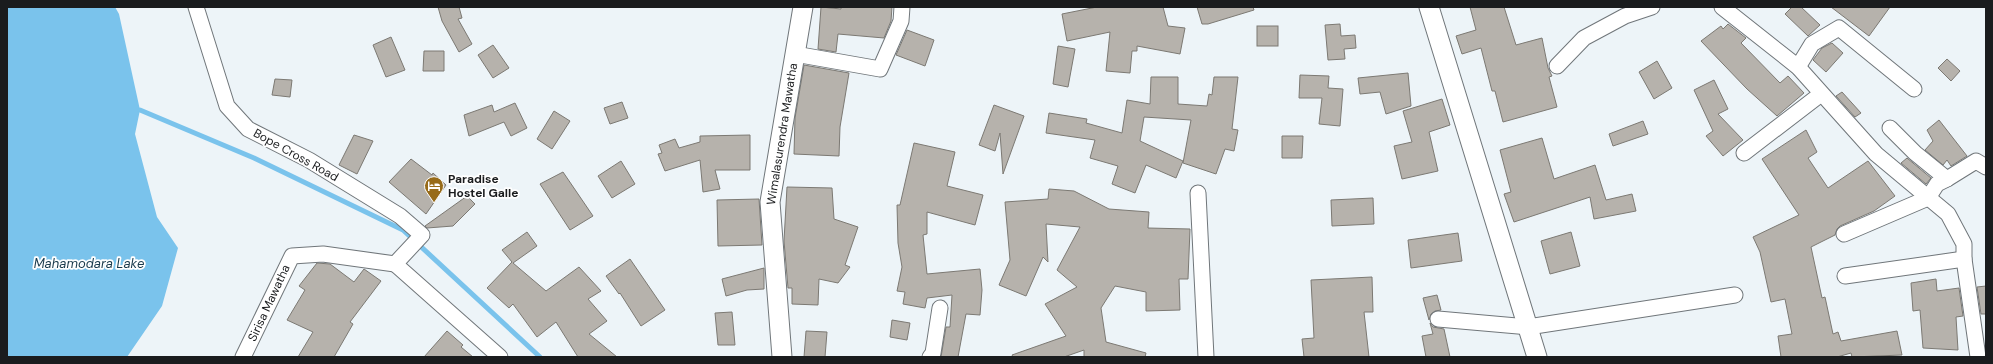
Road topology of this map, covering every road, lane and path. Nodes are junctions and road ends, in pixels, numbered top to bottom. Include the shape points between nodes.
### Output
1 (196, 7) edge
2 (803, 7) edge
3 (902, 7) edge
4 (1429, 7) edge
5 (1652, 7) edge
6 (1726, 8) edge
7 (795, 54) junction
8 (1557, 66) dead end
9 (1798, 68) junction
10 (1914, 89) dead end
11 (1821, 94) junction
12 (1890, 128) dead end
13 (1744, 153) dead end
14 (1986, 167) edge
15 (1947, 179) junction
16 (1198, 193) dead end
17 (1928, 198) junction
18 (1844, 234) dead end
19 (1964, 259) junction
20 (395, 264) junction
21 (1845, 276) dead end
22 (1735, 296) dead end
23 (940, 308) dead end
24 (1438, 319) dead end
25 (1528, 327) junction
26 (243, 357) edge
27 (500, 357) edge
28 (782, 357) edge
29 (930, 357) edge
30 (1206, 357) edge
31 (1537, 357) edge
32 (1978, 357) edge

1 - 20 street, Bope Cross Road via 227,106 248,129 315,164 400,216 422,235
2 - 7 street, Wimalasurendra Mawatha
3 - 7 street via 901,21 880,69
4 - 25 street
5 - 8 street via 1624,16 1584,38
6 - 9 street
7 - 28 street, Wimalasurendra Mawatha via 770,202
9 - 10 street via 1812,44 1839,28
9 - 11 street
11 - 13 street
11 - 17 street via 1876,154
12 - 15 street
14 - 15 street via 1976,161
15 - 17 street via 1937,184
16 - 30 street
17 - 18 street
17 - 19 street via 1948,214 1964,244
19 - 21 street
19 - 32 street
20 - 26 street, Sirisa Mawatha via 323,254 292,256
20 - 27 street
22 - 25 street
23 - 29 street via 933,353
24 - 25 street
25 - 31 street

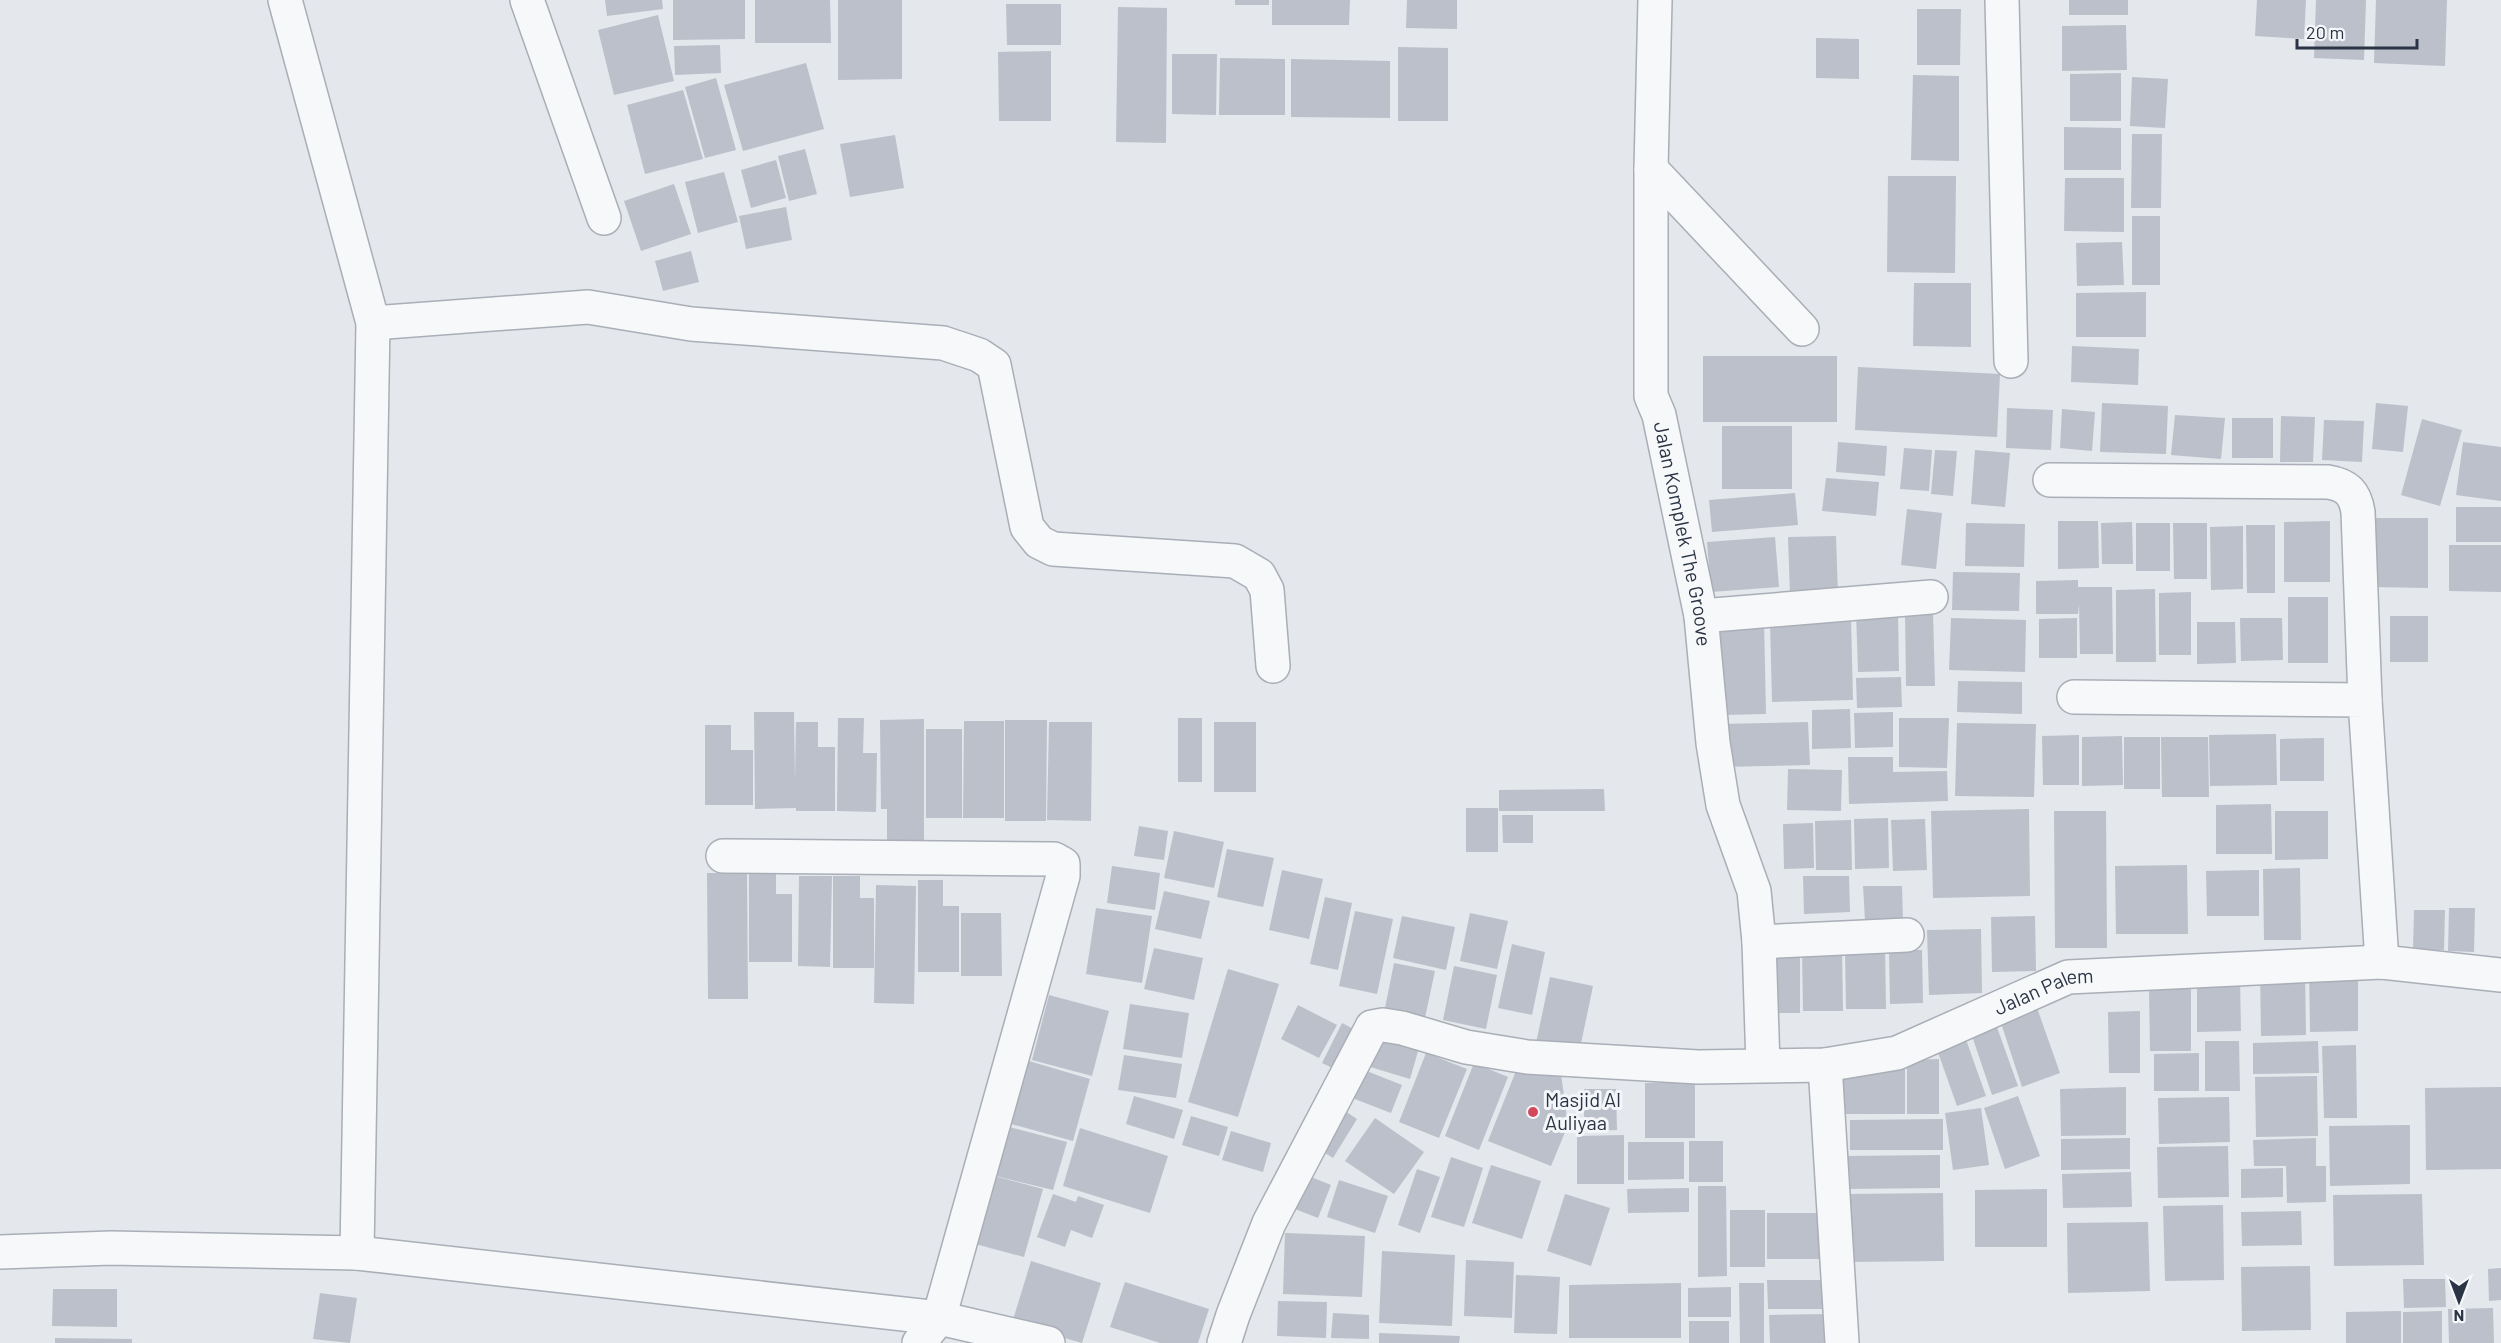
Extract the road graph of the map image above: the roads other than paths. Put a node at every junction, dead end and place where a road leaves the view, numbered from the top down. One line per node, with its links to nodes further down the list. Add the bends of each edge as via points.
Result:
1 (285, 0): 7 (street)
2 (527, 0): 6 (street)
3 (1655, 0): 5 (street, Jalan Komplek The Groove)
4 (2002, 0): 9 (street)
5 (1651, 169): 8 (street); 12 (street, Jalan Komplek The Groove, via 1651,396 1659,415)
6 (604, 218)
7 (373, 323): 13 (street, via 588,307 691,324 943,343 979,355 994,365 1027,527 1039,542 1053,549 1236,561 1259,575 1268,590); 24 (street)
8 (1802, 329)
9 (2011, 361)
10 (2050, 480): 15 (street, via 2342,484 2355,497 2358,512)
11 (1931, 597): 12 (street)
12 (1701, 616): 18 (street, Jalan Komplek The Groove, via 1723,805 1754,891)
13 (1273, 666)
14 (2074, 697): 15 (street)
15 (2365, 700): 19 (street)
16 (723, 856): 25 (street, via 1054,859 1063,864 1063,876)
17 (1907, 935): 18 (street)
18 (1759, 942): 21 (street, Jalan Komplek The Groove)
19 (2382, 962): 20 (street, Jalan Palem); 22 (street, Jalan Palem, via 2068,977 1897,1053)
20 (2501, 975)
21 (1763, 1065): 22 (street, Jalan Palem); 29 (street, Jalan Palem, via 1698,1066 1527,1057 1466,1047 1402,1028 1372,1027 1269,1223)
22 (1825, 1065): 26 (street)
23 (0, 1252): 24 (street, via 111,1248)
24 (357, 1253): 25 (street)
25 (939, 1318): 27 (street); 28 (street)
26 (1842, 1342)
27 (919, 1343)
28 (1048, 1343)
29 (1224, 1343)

==================================================

Output each record verbatim and leave out its pictures.

- Reply to the task -
Road topology of this map, covering every road, lane and path. Nodes are junctions and road ends, in pixels, numbered top to bottom. Include the shape points between nodes.
### Output
1 (196, 7) edge
2 (803, 7) edge
3 (902, 7) edge
4 (1429, 7) edge
5 (1652, 7) edge
6 (1726, 8) edge
7 (795, 54) junction
8 (1557, 66) dead end
9 (1798, 68) junction
10 (1914, 89) dead end
11 (1821, 94) junction
12 (1890, 128) dead end
13 (1744, 153) dead end
14 (1986, 167) edge
15 (1947, 179) junction
16 (1198, 193) dead end
17 (1928, 198) junction
18 (1844, 234) dead end
19 (1964, 259) junction
20 (395, 264) junction
21 (1845, 276) dead end
22 (1735, 296) dead end
23 (940, 308) dead end
24 (1438, 319) dead end
25 (1528, 327) junction
26 (243, 357) edge
27 (500, 357) edge
28 (782, 357) edge
29 (930, 357) edge
30 (1206, 357) edge
31 (1537, 357) edge
32 (1978, 357) edge

1 - 20 street, Bope Cross Road via 227,106 248,129 315,164 400,216 422,235
2 - 7 street, Wimalasurendra Mawatha
3 - 7 street via 901,21 880,69
4 - 25 street
5 - 8 street via 1624,16 1584,38
6 - 9 street
7 - 28 street, Wimalasurendra Mawatha via 770,202
9 - 10 street via 1812,44 1839,28
9 - 11 street
11 - 13 street
11 - 17 street via 1876,154
12 - 15 street
14 - 15 street via 1976,161
15 - 17 street via 1937,184
16 - 30 street
17 - 18 street
17 - 19 street via 1948,214 1964,244
19 - 21 street
19 - 32 street
20 - 26 street, Sirisa Mawatha via 323,254 292,256
20 - 27 street
22 - 25 street
23 - 29 street via 933,353
24 - 25 street
25 - 31 street

Extract the road graph of the map image above: the roads other than paths. Put a node at every junction, dead end and place where a road leaves the view, numbered from the top down. One line per node, with its links to nodes further down the list. Add the bends of each edge as via points.
Result:
1 (285, 0): 7 (street)
2 (527, 0): 6 (street)
3 (1655, 0): 5 (street, Jalan Komplek The Groove)
4 (2002, 0): 9 (street)
5 (1651, 169): 8 (street); 12 (street, Jalan Komplek The Groove, via 1651,396 1659,415)
6 (604, 218)
7 (373, 323): 13 (street, via 588,307 691,324 943,343 979,355 994,365 1027,527 1039,542 1053,549 1236,561 1259,575 1268,590); 24 (street)
8 (1802, 329)
9 (2011, 361)
10 (2050, 480): 15 (street, via 2342,484 2355,497 2358,512)
11 (1931, 597): 12 (street)
12 (1701, 616): 18 (street, Jalan Komplek The Groove, via 1723,805 1754,891)
13 (1273, 666)
14 (2074, 697): 15 (street)
15 (2365, 700): 19 (street)
16 (723, 856): 25 (street, via 1054,859 1063,864 1063,876)
17 (1907, 935): 18 (street)
18 (1759, 942): 21 (street, Jalan Komplek The Groove)
19 (2382, 962): 20 (street, Jalan Palem); 22 (street, Jalan Palem, via 2068,977 1897,1053)
20 (2501, 975)
21 (1763, 1065): 22 (street, Jalan Palem); 29 (street, Jalan Palem, via 1698,1066 1527,1057 1466,1047 1402,1028 1372,1027 1269,1223)
22 (1825, 1065): 26 (street)
23 (0, 1252): 24 (street, via 111,1248)
24 (357, 1253): 25 (street)
25 (939, 1318): 27 (street); 28 (street)
26 (1842, 1342)
27 (919, 1343)
28 (1048, 1343)
29 (1224, 1343)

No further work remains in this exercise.